FGD ini juga dihadiri oleh Kasatlantas Polrestabes Semarang AKBP Yunaldi, yang turut memberikan penguatan dalam hal budaya tertib berlalu lintas dan pentingnya keselamatan sebagai cerminan Semarang Smart City.
“FGD ini jadi tempat untuk berdiskusi dan menyamakan visi mewujudkan keselamatan transportasi. Kota yang cerdas harus punya transportasi publik yang tertib dan pelayanannya baik,” tegas AKBP Yunaldi.
Ia juga menekankan pentingnya pemeriksaan kendaraan oleh pramudi dan operator secara berkala.
“Pengemudi yang baik harus cek kendaraan: ban, mesin, semuanya. Jangan sampai macet di jalan, apalagi ugal-ugalan yang bisa sebabkan kecelakaan,” lanjutnya.
Data dari Satlantas Polrestabes Semarang mencatat, jumlah kecelakaan yang melibatkan transportasi umum mengalami penurunan, dari 5 kasus pada tahun 2024 menjadi 4 kasus pada 2025.

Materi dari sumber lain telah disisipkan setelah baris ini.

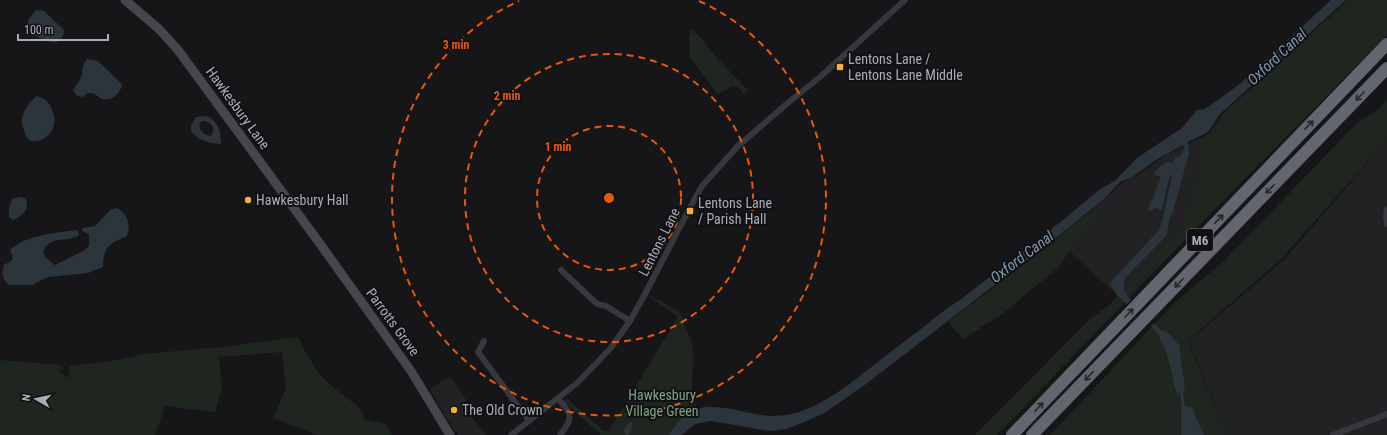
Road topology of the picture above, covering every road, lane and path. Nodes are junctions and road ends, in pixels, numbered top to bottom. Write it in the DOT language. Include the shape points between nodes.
graph roads {
  1 [pos="125,0"];
  2 [pos="905,0"];
  3 [pos="1387,44"];
  4 [pos="1387,68"];
  5 [pos="1387,209"];
  6 [pos="1387,224"];
  7 [pos="318,241"];
  8 [pos="564,271"];
  9 [pos="630,321"];
  10 [pos="484,341"];
  11 [pos="558,399"];
  12 [pos="1387,414"];
  13 [pos="529,421"];
  14 [pos="450,435"];
  15 [pos="511,435"];
  16 [pos="560,435"];
  17 [pos="1012,435"];
  18 [pos="1032,435"];
  19 [pos="1333,435"];
  1 -- 7 [label="main road, Hawkesbury Lane" via="159,29 178,50"];
  2 -- 9 [label="street, Lentons Lane" via="820,77 738,146 702,186"];
  17 -- 3 [label="highway, M6, one-way"];
  4 -- 18 [label="highway, M6, one-way"];
  5 -- 6 [label="street"];
  7 -- 14 [label="main road, Parrotts Grove" via="411,371"];
  8 -- 9 [label="street" via="597,304 606,306"];
  9 -- 11 [label="street, Lentons Lane" via="600,360"];
  10 -- 13 [label="street" via="478,352"];
  11 -- 13 [label="street, Lentons Lane"];
  11 -- 16 [label="street" via="570,417 569,424"];
  12 -- 19 [label="street"];
  13 -- 15 [label="street, Lentons Lane"];
}
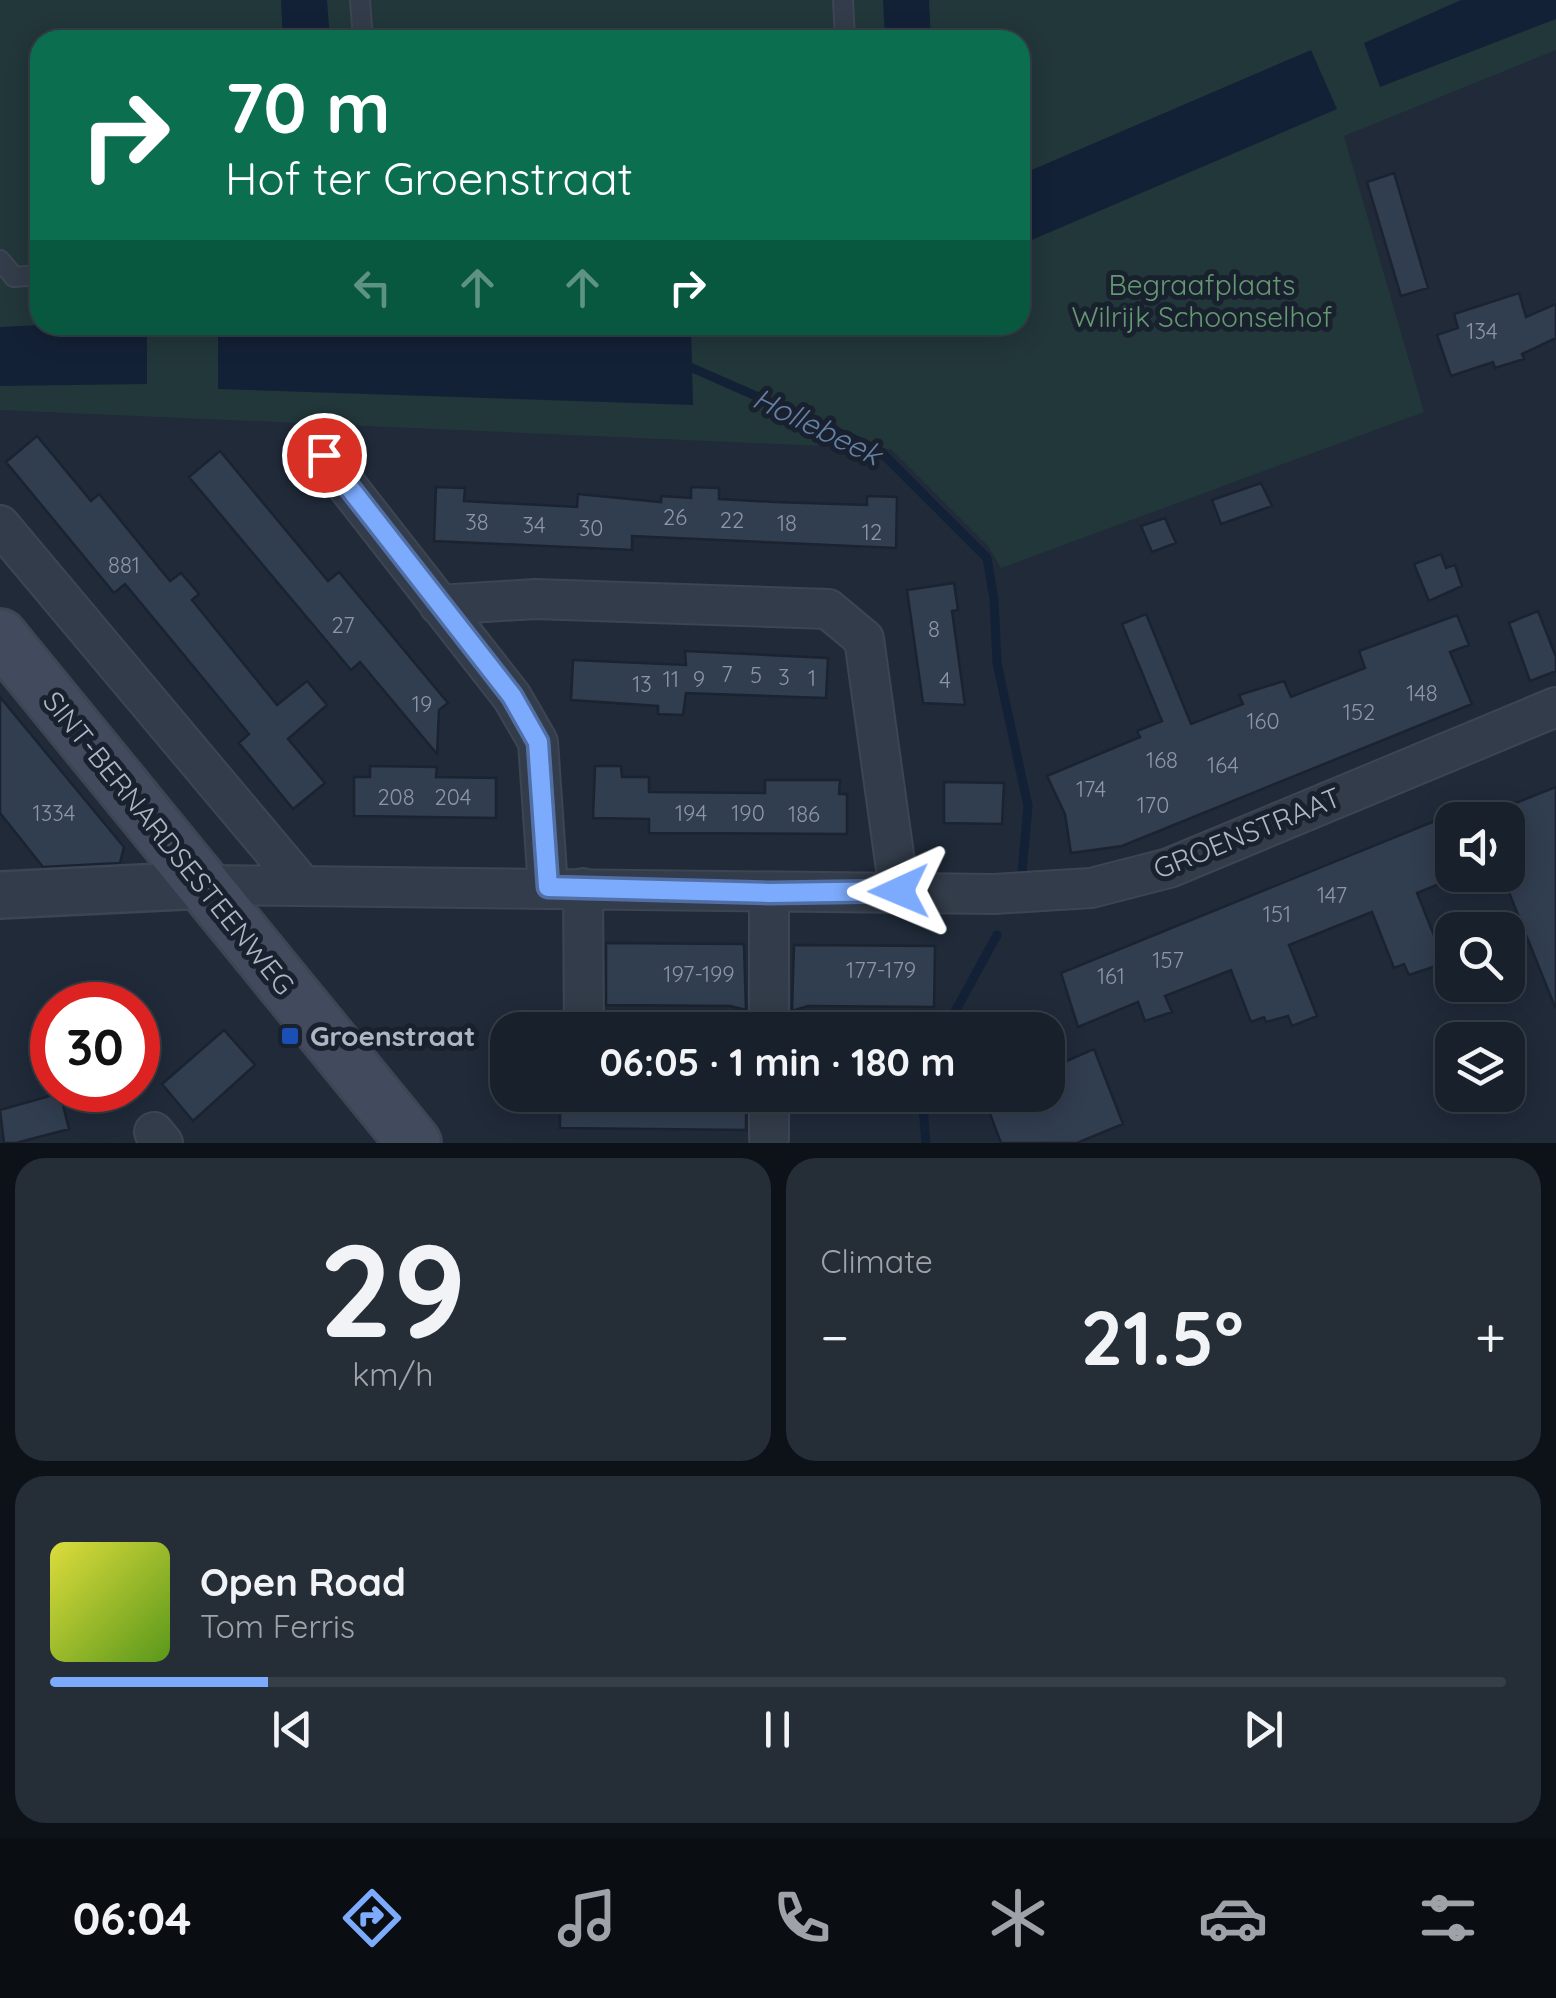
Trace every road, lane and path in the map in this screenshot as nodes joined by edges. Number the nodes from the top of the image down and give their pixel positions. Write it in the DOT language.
graph roads {
  1 [pos="360,0"];
  2 [pos="843,0"];
  3 [pos="362,30"];
  4 [pos="844,30"];
  5 [pos="0,260"];
  6 [pos="30,275"];
  7 [pos="324,455"];
  8 [pos="0,525"];
  9 [pos="439,605"];
  10 [pos="0,636"];
  11 [pos="1556,707"];
  12 [pos="204,885"];
  13 [pos="302,886"];
  14 [pos="566,887"];
  15 [pos="899,891"];
  16 [pos="769,893"];
  17 [pos="0,895"];
  18 [pos="582,1012"];
  19 [pos="769,1012"];
  20 [pos="769,1112"];
  21 [pos="769,1138"];
  22 [pos="414,1143"];
  1 -- 3 [label="lane"];
  2 -- 4 [label="lane"];
  5 -- 6 [label="lane"];
  7 -- 9 [label="street"];
  8 -- 13 [label="street"];
  9 -- 14 [label="street"];
  9 -- 15 [label="street"];
  10 -- 12 [label="main road, SINT-BERNARDSESTEENWEG"];
  11 -- 15 [label="street, GROENSTRAAT"];
  12 -- 13 [label="street, GROENSTRAAT"];
  12 -- 17 [label="street"];
  12 -- 22 [label="main road, SINT-BERNARDSESTEENWEG"];
  13 -- 14 [label="street, GROENSTRAAT"];
  14 -- 16 [label="street, GROENSTRAAT"];
  14 -- 18 [label="street"];
  15 -- 16 [label="street, GROENSTRAAT"];
  16 -- 19 [label="street"];
  20 -- 21 [label="street"];
}
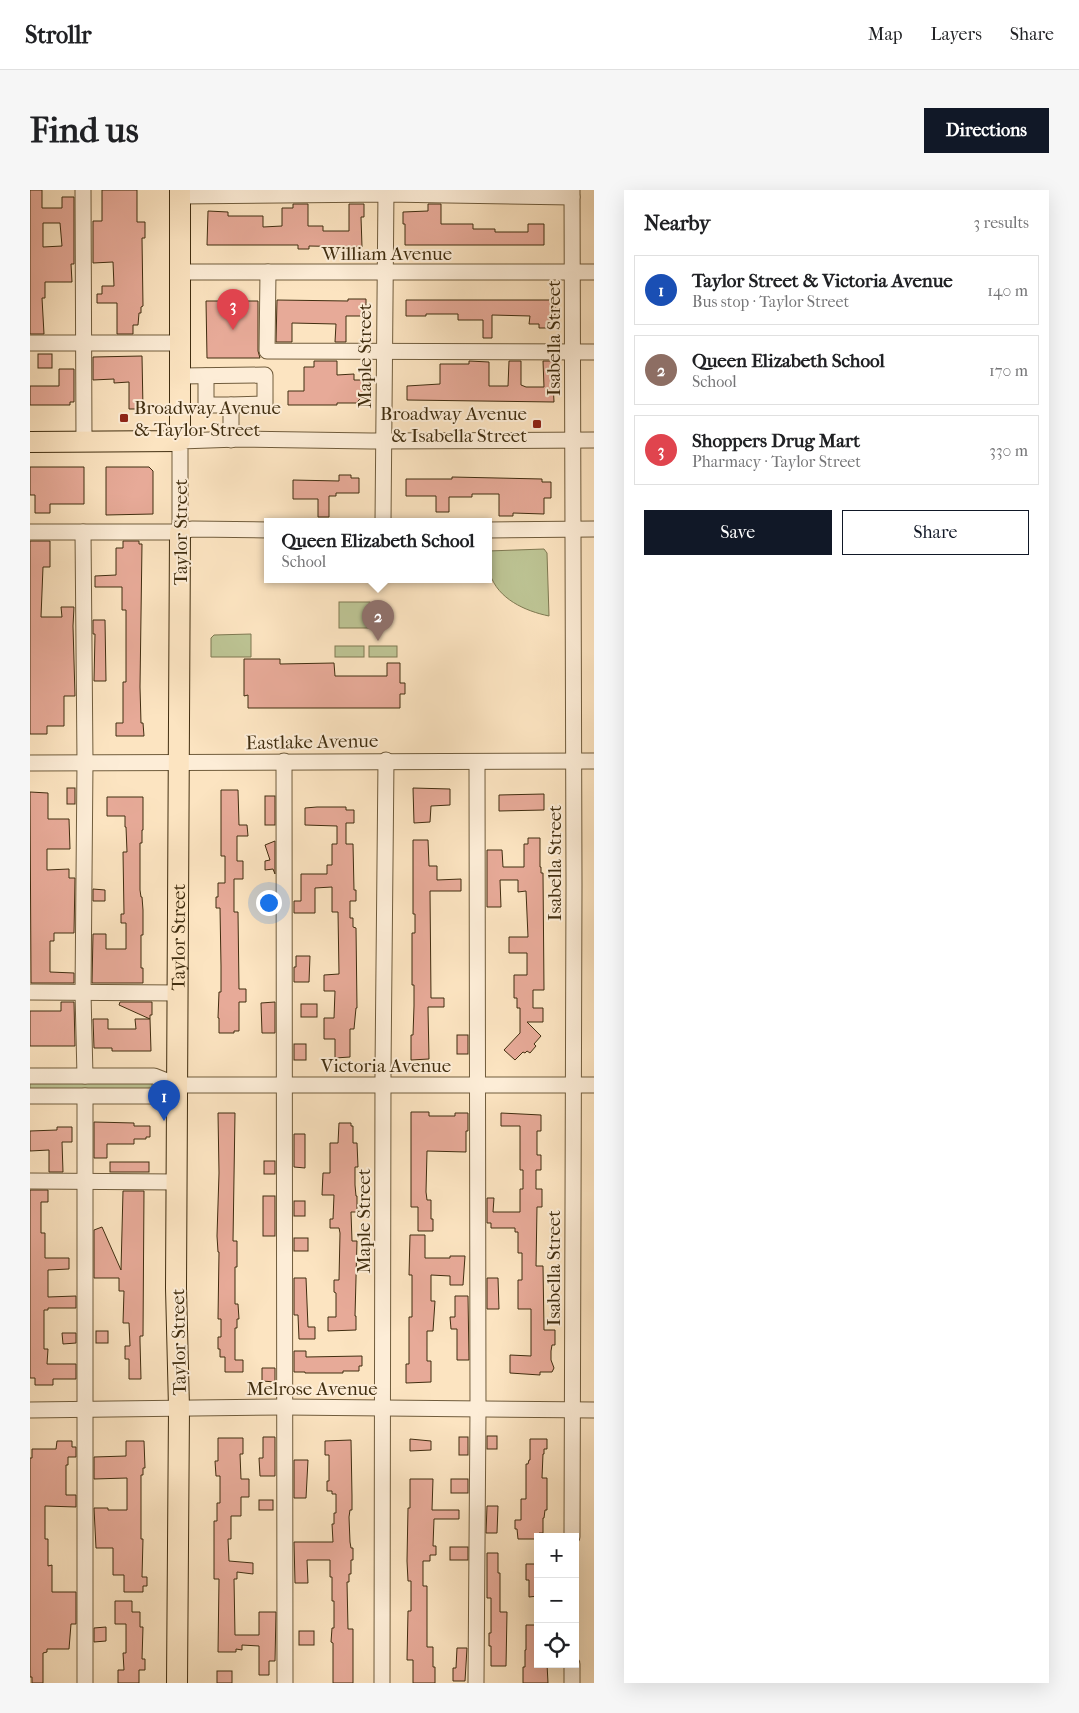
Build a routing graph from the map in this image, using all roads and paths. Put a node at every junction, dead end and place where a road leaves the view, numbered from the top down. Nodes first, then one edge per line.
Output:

Hal ini menjadi indikator positif namun tetap harus diwaspadai dan dijadikan pemicu perbaikan berkelanjutan.
Dengan digelarnya FGD ini, Trans Semarang berharap mampu mendorong budaya keselamatan sebagai fondasi utama dalam pengoperasian BRT.
Sinergi antara regulator, operator, dan pengemudi diharapkan terus diperkuat demi mewujudkan transportasi publik yang aman, nyaman, dan berkelanjutan di Kota Semarang.